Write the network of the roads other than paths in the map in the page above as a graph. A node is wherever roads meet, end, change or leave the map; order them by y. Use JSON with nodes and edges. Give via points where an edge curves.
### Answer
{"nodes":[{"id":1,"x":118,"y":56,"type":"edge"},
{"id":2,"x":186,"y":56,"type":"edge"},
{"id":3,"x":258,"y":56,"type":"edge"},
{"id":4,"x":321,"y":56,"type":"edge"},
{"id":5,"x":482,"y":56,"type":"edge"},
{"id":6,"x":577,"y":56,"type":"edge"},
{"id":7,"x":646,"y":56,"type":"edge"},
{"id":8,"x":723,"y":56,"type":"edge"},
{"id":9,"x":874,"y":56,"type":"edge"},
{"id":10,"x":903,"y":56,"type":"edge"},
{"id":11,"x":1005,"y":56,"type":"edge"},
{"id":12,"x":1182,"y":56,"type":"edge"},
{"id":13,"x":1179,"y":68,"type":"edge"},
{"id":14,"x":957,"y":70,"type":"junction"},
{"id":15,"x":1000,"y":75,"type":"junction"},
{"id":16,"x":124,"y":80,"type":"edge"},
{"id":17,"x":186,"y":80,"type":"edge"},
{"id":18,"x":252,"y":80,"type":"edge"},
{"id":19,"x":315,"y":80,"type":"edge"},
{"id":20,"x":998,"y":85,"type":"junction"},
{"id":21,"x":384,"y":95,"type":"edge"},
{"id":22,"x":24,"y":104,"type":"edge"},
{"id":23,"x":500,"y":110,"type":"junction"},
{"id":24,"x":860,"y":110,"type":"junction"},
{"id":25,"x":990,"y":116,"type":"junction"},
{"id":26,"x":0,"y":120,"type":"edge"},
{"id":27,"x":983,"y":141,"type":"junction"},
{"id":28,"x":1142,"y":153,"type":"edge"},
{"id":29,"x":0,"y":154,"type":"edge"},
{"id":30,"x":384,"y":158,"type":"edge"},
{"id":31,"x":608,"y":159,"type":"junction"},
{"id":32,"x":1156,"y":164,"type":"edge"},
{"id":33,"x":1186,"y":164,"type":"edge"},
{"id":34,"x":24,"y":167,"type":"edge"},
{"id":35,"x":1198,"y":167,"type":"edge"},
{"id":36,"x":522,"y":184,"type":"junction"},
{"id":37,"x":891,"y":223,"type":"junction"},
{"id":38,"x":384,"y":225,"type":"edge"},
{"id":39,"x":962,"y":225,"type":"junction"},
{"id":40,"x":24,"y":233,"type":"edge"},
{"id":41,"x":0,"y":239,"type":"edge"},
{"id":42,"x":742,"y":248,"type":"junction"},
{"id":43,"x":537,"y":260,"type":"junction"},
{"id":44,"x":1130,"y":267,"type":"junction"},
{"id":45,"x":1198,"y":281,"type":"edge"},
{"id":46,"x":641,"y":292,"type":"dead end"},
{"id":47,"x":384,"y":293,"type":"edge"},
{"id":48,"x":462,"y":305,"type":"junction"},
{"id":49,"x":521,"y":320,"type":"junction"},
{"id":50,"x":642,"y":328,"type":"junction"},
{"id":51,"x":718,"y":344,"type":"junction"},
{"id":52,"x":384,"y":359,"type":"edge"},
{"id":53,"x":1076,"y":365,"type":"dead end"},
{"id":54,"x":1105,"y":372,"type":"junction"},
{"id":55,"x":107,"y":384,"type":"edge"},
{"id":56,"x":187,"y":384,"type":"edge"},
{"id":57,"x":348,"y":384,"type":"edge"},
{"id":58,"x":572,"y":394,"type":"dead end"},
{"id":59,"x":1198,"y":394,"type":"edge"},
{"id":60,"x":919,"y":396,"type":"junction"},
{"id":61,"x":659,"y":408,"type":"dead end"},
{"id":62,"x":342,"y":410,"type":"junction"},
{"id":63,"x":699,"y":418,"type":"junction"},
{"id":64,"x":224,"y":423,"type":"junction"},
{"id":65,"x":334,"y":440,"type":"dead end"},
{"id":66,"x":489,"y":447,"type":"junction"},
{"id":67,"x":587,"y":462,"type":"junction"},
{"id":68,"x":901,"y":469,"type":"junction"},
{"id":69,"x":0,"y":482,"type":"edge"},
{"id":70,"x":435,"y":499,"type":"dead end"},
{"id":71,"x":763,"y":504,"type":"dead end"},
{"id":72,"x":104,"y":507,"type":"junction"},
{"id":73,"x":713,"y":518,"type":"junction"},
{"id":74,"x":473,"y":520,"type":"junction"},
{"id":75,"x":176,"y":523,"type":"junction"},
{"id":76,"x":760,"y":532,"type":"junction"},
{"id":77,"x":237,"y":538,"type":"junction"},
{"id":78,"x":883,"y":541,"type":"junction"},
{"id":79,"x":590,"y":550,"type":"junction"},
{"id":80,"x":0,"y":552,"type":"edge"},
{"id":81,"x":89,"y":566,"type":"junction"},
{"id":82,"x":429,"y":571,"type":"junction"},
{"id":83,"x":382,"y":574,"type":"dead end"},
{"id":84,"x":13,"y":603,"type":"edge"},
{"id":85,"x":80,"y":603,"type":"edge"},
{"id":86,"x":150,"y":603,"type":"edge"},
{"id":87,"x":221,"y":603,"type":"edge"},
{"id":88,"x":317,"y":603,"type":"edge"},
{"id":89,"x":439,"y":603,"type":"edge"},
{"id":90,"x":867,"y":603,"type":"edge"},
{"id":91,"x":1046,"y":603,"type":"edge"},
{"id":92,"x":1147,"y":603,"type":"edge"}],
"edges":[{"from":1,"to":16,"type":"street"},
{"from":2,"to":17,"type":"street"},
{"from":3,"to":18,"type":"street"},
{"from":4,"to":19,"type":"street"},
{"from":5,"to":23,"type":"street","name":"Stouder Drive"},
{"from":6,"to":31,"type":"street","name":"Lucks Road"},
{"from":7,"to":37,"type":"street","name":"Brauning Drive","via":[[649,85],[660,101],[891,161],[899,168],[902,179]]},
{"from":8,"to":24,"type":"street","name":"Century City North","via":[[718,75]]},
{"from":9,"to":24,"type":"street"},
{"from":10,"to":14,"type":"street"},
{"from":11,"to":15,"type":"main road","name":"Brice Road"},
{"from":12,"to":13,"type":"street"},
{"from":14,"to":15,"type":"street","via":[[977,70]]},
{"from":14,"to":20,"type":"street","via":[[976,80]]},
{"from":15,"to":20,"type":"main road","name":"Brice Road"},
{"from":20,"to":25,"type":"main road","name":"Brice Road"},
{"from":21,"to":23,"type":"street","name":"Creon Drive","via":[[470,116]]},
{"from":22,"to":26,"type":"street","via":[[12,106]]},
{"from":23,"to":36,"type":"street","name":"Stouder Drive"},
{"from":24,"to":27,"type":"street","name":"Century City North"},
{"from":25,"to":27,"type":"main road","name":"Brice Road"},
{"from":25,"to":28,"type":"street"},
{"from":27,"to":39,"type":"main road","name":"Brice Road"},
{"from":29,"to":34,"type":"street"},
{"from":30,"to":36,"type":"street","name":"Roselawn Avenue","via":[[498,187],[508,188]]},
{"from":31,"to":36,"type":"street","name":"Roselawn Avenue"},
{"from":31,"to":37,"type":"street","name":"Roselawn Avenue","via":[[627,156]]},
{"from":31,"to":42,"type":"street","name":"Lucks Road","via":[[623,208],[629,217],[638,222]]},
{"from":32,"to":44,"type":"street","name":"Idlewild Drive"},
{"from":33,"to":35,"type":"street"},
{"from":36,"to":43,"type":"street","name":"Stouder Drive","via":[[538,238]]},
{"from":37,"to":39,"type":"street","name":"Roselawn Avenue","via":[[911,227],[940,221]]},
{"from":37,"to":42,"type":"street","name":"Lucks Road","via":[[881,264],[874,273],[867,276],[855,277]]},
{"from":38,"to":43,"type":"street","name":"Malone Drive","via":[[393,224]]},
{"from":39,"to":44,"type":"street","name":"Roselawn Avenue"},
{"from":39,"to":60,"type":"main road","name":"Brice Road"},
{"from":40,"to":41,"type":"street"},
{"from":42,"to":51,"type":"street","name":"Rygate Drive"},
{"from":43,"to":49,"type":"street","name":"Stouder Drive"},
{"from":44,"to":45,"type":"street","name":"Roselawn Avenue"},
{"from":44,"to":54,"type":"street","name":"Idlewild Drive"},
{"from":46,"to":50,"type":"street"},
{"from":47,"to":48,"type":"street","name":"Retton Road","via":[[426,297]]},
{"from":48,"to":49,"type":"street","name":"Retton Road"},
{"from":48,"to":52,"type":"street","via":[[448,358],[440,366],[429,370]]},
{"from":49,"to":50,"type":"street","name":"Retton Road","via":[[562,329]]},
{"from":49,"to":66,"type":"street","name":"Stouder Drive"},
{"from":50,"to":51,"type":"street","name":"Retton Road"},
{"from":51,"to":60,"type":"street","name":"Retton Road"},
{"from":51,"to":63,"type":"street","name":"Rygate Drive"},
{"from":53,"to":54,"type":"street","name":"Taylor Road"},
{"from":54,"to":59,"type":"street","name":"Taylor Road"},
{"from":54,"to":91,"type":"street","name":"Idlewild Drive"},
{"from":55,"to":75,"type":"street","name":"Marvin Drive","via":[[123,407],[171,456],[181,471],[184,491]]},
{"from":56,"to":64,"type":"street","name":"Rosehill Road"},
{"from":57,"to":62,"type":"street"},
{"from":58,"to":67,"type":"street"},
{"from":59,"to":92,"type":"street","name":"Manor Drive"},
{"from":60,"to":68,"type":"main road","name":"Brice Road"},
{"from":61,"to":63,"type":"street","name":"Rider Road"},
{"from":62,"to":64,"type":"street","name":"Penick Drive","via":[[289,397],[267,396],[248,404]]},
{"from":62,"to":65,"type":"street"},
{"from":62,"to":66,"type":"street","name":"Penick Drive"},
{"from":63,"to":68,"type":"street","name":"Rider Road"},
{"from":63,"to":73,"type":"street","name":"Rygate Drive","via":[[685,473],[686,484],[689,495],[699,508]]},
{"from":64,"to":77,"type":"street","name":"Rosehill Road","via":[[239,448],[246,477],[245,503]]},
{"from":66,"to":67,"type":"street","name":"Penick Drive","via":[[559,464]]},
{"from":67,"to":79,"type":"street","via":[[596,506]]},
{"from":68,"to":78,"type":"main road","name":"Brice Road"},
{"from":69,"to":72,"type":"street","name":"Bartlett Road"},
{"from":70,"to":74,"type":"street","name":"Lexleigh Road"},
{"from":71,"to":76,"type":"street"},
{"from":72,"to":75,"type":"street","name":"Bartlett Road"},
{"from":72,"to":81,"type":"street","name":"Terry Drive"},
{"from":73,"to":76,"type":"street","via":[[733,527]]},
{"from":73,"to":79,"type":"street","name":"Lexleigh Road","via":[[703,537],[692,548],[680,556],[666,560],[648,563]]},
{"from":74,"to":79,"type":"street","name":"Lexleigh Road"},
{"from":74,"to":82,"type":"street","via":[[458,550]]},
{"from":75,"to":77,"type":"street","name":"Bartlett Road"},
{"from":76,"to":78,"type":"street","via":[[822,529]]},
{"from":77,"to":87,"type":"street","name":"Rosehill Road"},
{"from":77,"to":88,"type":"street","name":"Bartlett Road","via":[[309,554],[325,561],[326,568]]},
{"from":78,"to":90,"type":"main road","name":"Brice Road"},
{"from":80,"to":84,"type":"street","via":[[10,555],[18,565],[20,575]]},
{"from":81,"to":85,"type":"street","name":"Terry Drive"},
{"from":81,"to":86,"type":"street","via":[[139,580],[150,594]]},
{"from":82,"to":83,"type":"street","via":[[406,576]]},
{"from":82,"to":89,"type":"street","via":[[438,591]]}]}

········

Assignment
Whenever the string "Stouder" turns up in a line of the data, copy that line.

Response below
{"from":5,"to":23,"type":"street","name":"Stouder Drive"},
{"from":23,"to":36,"type":"street","name":"Stouder Drive"},
{"from":36,"to":43,"type":"street","name":"Stouder Drive","via":[[538,238]]},
{"from":43,"to":49,"type":"street","name":"Stouder Drive"},
{"from":49,"to":66,"type":"street","name":"Stouder Drive"},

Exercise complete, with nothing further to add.